CERTIFICATE OF CONVERSION OR ARTICLE OF CONVERSION FOR LLC, SOLE PROPRIETOR AND STOCK CORPORATION
- A regular corporation can be converted into an S-Corporation in all fifty states.
- A conversion of an LLC to a corporation is only recognized in some states.
- A conversion of a regular corporation to an LLC only recognized in some states
- A conversion of a sole proprietor to any other entities is also recognized in some states
Conversion of an LLC is possible, provided those states law permits such a conversion and the necessary filings are made in accordance with their respective laws.
Will the organization date of the resulting limited liability company be the same as the effective date of the certificate of conversion?

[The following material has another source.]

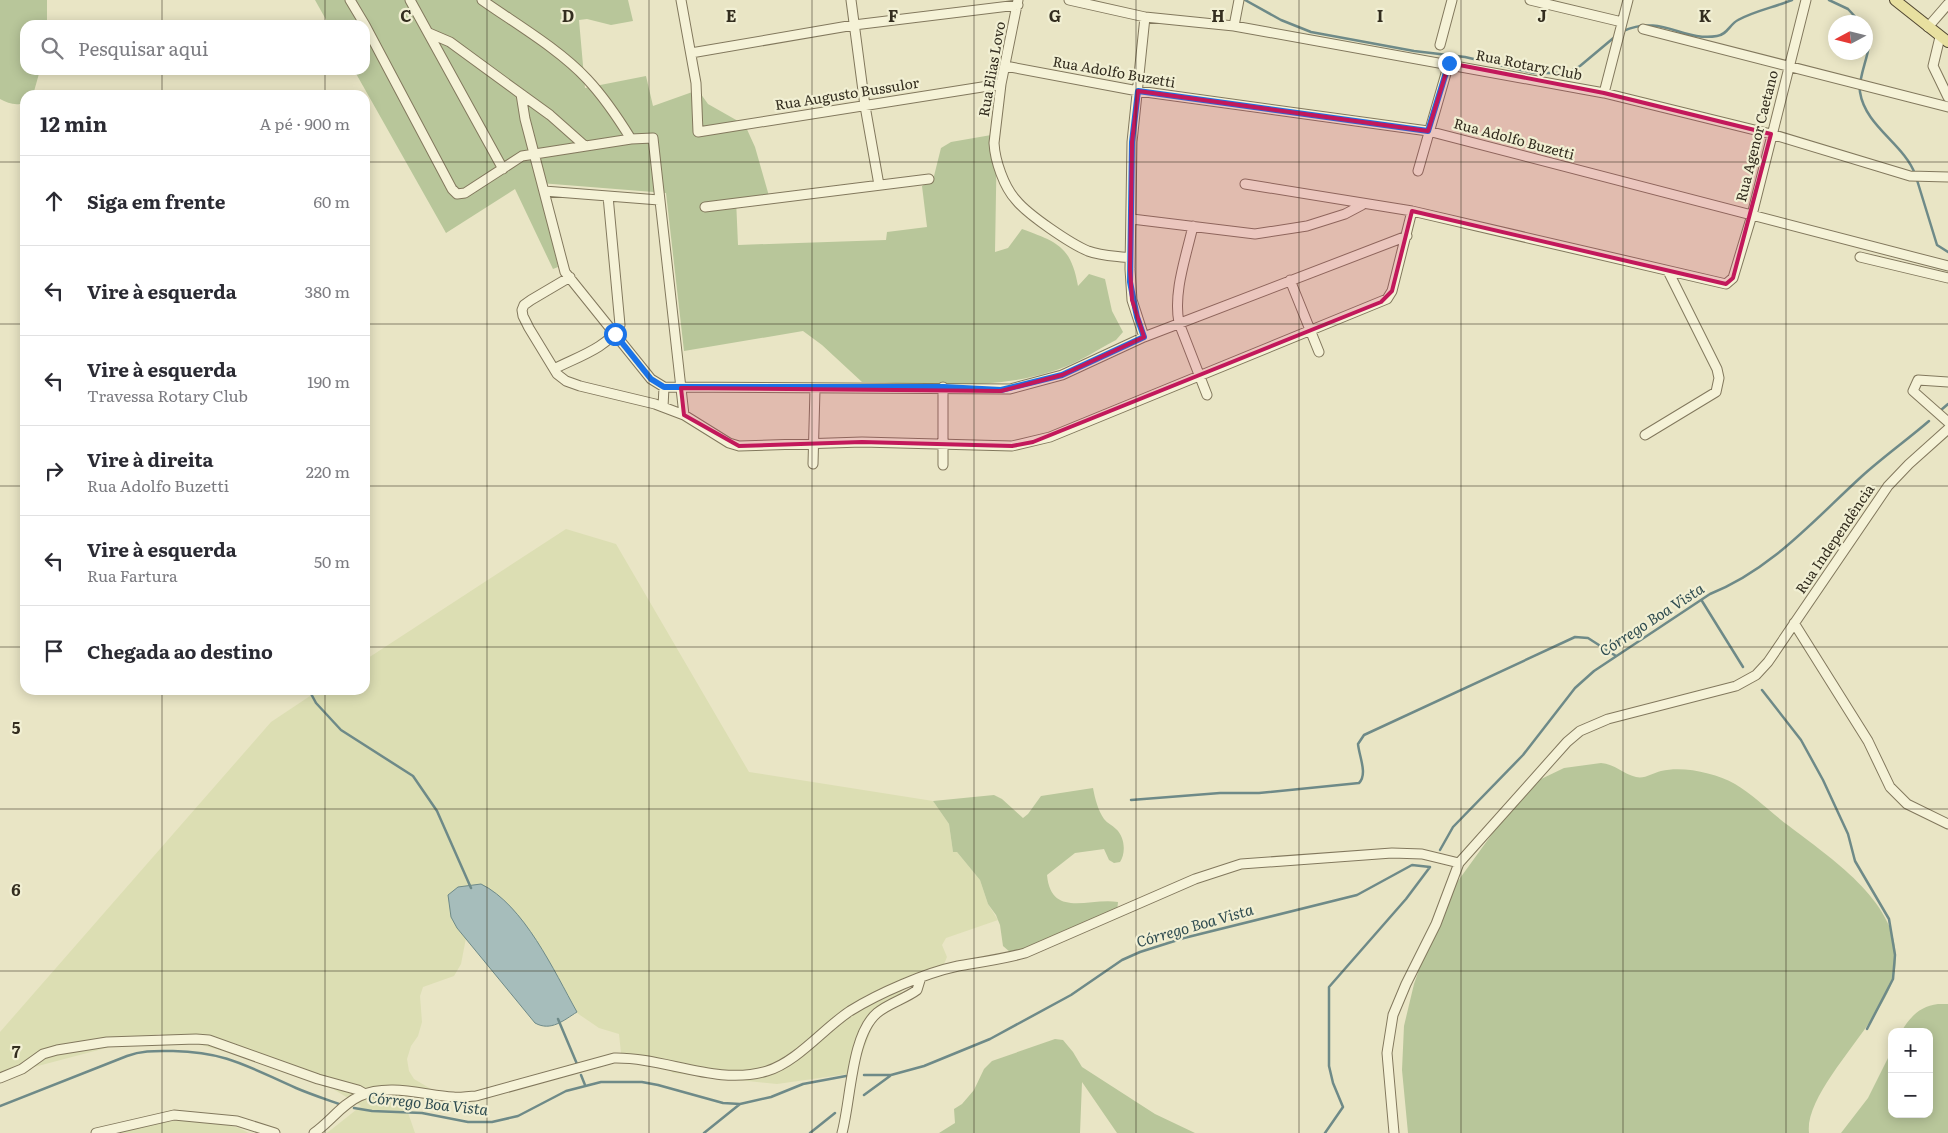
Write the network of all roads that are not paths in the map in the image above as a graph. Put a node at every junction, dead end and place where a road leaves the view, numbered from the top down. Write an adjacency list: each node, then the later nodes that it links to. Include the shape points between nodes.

No. The date of organization will be the date the entity was originally created as a corporation. The record will treat your limited liability company as a continuing entity, not a new entity, even though it will be a limited liability company after conversion.
The Plan of Conversion contained in the Certificate of Conversion is to include a copy of the articles of incorporation after conversion. Accordingly, you have the opportunity to entirely rewrite the articles of incorporation to reflect the changes you want.
Do I have to pay my corporation's delinquent annual report fees if I am converting it to a limited liability company?
Yes. The entity is a corporation until the effective date of the conversion, and is subject to the law governing it as a corporation.
Can I draft my own article of conversion?
Yes. You may, however, draft your own Plan of Conversion. Templates for a Plan of Conversion and Exhibit A are supplied, but their use is optional.
I wish to convert my corporation to a limited liability company. The articles of incorporation, before conversion, contain certain limitations and conditions that I want to include in the articles of organization of the LLC after conversion. How may that be accomplished?
The articles of organization for a limited liability company, which will be a part of the Plan of Conversion, may contain only the specific information allowed Statutes, and could not accommodate the additional provisions you wish to include. Those limitations and conditions may be set forth in the LLC's operating agreement.
When converting a corporation to a limited liability company, is the certificate of conversion signed by a member of the limited liability company?
No. The certificate would be signed by an officer of the corporation, because it is subject to the law governing it as a corporation before the effective date of its conversion to a limited liability company.
For Instance; we are converting an Illinois corporation, licensed in Wisconsin, to a Kansas limited liability company. Is filing a certificate of conversion the appropriate method of recognizing that change in Wisconsin?
No. In order to file a certificate of conversion in Wisconsin, the entity must be a Wisconsin entity before the conversion or after the conversion. If the Kansas limited liability company resulting from the conversion will be transacting business in Wisconsin, it would apply to register in Wisconsin as a foreign limited liability company.
Does filing a certificate of conversion converting my Wisconsin corporation to a Delaware limited liability company require it to apply for registration as a foreign LLC?
Yes, if the Delaware limited liability company will be transacting business in Wisconsin.
Can I use the same Employer Identification Number for my new entity?
Yes, you can if the number is available in that state with the Internal Revenue Service.
All corporations in order to file article of conversion their business must make sure that the corporate name you are using is available for use by your entity.